Task directions: State the number of lines in these records that include the word "pixels", and add nothing to it.

Data for analysis:

- - -

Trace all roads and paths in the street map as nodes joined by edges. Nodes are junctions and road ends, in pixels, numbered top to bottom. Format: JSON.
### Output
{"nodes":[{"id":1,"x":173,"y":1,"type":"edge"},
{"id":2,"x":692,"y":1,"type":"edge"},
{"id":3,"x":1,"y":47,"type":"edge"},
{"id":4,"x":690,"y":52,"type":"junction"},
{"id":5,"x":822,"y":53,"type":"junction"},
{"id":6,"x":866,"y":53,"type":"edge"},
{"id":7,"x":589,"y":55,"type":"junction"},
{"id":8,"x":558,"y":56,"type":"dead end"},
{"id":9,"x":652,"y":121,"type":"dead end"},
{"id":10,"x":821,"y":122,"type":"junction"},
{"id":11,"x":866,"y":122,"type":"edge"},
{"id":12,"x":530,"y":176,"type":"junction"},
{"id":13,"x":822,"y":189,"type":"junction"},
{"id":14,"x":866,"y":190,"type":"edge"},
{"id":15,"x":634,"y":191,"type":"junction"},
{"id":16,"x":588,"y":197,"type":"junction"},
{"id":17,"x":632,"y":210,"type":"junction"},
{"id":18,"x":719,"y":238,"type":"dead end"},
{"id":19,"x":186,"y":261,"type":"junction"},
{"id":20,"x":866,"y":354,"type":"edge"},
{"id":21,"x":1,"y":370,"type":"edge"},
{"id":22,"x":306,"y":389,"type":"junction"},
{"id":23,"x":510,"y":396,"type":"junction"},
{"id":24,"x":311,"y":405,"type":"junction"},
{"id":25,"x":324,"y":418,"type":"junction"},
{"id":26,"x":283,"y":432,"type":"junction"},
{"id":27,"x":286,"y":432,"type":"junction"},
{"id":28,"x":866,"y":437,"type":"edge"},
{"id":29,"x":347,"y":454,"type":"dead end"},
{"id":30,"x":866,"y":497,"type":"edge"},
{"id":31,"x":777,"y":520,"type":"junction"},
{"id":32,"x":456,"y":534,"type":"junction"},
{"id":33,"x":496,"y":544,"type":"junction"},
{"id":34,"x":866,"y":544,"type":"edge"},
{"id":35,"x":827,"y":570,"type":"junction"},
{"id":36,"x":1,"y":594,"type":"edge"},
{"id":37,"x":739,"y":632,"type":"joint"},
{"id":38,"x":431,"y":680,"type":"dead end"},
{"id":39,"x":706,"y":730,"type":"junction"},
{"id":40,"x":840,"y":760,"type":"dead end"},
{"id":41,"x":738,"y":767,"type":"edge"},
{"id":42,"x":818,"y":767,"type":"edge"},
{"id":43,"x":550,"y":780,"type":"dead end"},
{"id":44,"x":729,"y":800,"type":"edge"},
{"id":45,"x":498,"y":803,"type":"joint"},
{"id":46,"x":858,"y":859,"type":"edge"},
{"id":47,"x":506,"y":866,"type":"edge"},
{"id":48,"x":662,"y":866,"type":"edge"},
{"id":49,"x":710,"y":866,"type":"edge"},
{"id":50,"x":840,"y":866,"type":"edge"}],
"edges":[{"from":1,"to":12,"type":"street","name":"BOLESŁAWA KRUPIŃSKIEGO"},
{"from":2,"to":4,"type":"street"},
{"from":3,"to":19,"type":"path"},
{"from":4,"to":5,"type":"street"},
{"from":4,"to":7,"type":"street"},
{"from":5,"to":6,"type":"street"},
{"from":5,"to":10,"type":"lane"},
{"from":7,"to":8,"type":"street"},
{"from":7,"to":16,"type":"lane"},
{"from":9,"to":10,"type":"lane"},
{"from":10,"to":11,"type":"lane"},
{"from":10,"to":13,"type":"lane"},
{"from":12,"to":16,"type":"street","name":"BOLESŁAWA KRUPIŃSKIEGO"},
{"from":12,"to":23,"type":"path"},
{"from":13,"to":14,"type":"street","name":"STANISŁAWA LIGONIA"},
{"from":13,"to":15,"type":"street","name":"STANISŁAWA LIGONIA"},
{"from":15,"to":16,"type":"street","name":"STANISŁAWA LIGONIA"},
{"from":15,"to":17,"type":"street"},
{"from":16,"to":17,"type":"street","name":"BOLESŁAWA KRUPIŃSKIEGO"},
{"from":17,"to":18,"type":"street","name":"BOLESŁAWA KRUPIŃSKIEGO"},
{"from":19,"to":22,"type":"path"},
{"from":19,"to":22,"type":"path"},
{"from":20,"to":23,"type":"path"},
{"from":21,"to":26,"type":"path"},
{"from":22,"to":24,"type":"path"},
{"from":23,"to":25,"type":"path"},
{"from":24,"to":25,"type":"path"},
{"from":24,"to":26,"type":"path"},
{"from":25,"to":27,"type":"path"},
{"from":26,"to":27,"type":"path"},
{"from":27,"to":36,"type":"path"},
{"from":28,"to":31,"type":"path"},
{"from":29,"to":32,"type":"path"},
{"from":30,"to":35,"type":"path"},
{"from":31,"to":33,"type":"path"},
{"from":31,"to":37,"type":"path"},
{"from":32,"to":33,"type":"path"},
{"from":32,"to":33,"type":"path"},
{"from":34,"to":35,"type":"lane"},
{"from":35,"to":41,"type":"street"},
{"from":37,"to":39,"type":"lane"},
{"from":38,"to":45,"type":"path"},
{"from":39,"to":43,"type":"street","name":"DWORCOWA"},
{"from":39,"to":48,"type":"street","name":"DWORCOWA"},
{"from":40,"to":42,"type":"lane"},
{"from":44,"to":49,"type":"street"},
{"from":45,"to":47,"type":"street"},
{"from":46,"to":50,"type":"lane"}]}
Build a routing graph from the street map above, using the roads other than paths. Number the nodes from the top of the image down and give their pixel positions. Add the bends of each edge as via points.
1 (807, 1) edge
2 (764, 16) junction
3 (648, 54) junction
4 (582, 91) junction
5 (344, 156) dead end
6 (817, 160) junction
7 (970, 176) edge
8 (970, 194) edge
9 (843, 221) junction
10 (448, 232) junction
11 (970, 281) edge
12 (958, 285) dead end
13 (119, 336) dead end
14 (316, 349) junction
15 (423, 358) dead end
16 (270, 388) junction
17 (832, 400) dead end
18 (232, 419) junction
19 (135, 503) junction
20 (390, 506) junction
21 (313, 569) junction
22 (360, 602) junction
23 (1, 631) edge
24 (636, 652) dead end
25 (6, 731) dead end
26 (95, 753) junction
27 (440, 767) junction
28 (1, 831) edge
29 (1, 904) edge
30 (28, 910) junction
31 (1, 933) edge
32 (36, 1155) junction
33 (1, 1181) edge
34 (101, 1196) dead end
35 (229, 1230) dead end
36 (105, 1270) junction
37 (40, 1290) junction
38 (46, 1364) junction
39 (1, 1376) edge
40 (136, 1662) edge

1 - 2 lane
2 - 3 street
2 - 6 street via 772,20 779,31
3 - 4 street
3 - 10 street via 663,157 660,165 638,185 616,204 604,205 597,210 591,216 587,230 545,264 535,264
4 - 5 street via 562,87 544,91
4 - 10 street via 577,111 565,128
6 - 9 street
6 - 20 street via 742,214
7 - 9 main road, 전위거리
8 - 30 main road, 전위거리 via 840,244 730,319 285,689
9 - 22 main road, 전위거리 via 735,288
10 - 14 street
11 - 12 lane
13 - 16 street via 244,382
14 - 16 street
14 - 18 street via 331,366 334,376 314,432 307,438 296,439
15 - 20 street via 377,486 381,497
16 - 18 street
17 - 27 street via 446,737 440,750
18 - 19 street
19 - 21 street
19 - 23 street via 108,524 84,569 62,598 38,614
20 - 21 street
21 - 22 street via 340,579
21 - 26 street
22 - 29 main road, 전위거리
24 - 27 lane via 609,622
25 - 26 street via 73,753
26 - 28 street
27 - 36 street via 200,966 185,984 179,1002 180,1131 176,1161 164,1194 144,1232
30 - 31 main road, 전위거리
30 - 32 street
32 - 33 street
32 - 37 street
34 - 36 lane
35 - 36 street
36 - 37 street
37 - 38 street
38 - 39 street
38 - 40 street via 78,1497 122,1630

- - -

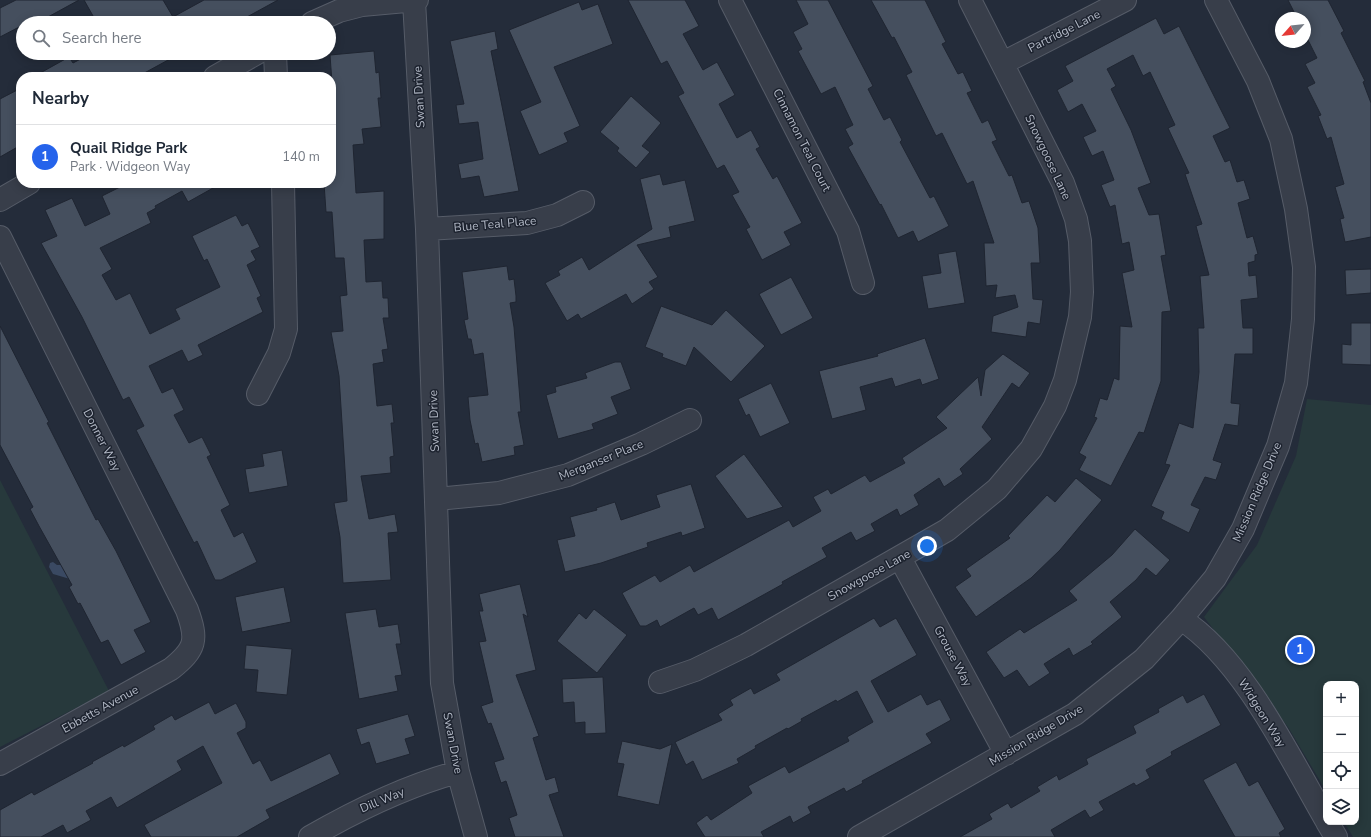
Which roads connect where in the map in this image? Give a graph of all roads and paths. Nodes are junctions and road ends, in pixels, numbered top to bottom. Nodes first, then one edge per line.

- - -

Solved problem: 2